That’s just one reason and it’s less common than you think. Self-awareness would reveal how often the reasons people trade are
- boredom
- desire for a big score
- intellectual validation.
- risk-seeking behavior
- Prison is boring so when criminals get released the opposite of what we want happens...they go searching for their next caper. Alex Honnold doesn't have a death wish but needs risk to feel alive.
- Risk-seeking behavior is robust across a person's domains. Risk setpoints are personal preferences for risk. Poker itch was replaced by trading job for Agustin.
If you motivation is not to make money, you are up against an industry that is and is dialed in on how to extract it from you.
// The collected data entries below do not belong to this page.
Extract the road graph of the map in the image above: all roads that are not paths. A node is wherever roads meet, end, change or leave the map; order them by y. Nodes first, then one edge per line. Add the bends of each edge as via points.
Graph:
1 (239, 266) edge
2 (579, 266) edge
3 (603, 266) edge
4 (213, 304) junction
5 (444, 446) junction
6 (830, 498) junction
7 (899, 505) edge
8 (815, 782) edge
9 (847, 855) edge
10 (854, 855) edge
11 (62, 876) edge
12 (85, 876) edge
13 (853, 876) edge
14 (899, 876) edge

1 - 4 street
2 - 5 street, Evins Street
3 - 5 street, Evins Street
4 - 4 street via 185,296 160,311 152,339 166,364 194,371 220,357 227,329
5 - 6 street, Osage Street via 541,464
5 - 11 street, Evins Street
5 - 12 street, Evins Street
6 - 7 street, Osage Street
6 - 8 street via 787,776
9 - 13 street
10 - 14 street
This reminds me of Cedric Chin’s musing on scrub players:
Are You Playing to Play, or Playing to Win?
Staying focused with proper motivation is difficult with willpower.
- Having a set of people with whom you can talk about your trading ideas, creating a systematic process for evaluating them, making plans, and evaluating those plans, all of these are ideas that are fundamentally social and cultural. If you're successful in creating such a culture, the desirable habits become automatic and the day-to-day decision-making inherent in trading becomes the sort of process you want.
SIG director Todd Simkin has also emphasized the importance of culture, teamwork, and communication in keeping yourself focused on the task at hand: making great decisions.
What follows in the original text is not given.